Le monde agricole sous l'influence du monde politique a commis quelques erreurs dans son passé mais il ne souhaite pas que cela se reproduise. De nos jours, il est très à l'écoute de l'opinion publique. Ainsi, les exploitations agricoles sont modifiées afin d'empêcher la pollution par les pesticides. Les agriculteurs vont même jusqu'à risquer leur vie pour ne pas effrayer le public et attiser sa colère (par exemple, la manipulation de pesticides est dangereuse, pourtant les agriculteurs, connaissant ce risque, ne prennent pas les précautions nécessaires).
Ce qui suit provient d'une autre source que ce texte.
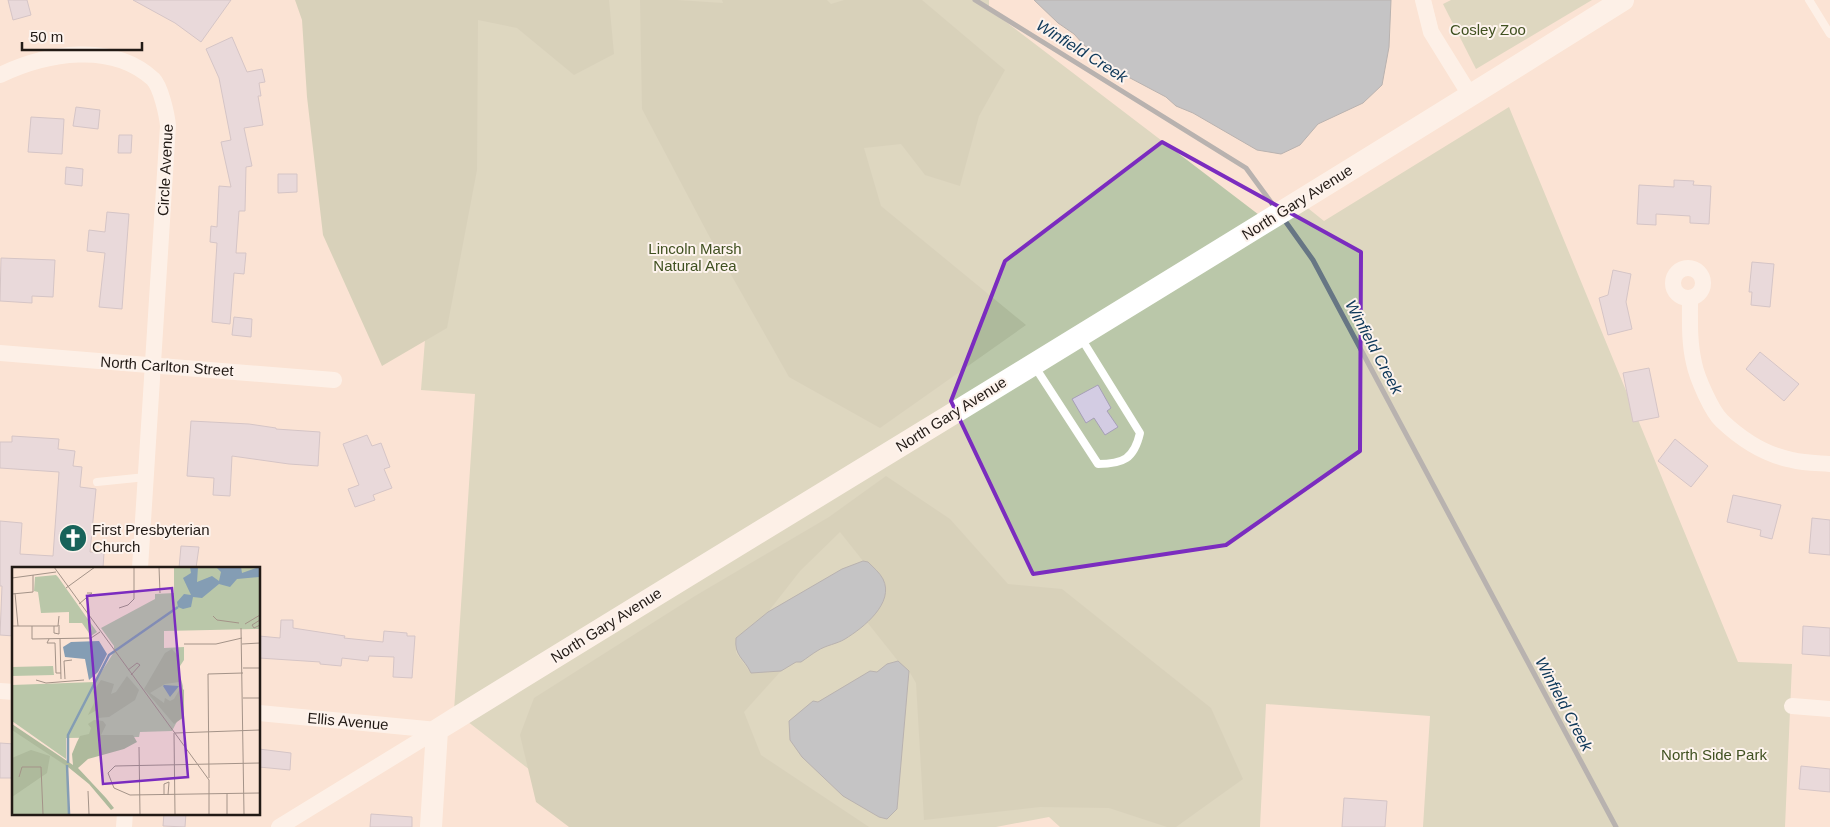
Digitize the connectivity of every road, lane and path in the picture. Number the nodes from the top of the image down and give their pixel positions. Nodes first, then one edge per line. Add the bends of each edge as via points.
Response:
1 (1423, 0) edge
2 (1623, 0) edge
3 (1809, 0) edge
4 (1830, 34) edge
5 (0, 75) edge
6 (1470, 95) junction
7 (1690, 298) dead end
8 (1079, 335) junction
9 (0, 353) edge
10 (1033, 363) junction
11 (153, 365) junction
12 (334, 380) dead end
13 (1830, 464) edge
14 (146, 477) junction
15 (97, 482) dead end
16 (140, 567) edge
17 (1792, 706) dead end
18 (1830, 709) edge
19 (260, 713) edge
20 (437, 730) junction
21 (125, 814) edge
22 (124, 827) edge
23 (279, 827) edge
24 (431, 827) edge

1 - 6 street via 1431,32
2 - 6 street, North Gary Avenue
3 - 4 lane
5 - 11 street, Circle Avenue via 40,60 80,55 121,60 154,80 167,110 168,126
6 - 8 street, North Gary Avenue
7 - 13 street via 1694,364 1703,390 1721,420 1764,451 1792,460
8 - 10 street, North Gary Avenue
8 - 10 lane via 1140,433 1138,445 1123,461 1098,464
9 - 11 street, North Carlton Street
10 - 20 street, North Gary Avenue
11 - 12 street, North Carlton Street
11 - 14 street, Circle Avenue
14 - 15 lane
14 - 16 street, Circle Avenue
17 - 18 street
19 - 20 street, Ellis Avenue
20 - 23 street, North Gary Avenue
20 - 24 street
21 - 22 street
De plus, il faut lutter contre l'intox qui circule par le biais des médias: les nitrates ne sont pas les responsables de tous les problèmes d'eau, il ne faut pas oublier les phosphates qui sont sans doute la cause de l'eutrophisation des eaux douces et aussi les pesticides dont la durée de vie est supérieure à celle annoncée par les fabricants (comme c'est le cas pour le Gaucho® et le Regent®). Les agriculteurs ne sont pas tous coupables, ils sont bien trop souvent pris comme bouc-émissaire. Il faut cesser de dire qu'ils sont les principaux pollueurs car ce n'est plus vrai de nos jours. La pollution nous en sommes tous responsables par nos déchets ménagers, les boues de nos stations d'épuration, l'utilisation excessive des pesticides dans nos potagers, par les collectivités et enfin par nos déplacements dans des véhicules qui libère le carbone fossile en quelques minutes alors qu'il a fallut à la Terre des milliers d'années pour le constituer.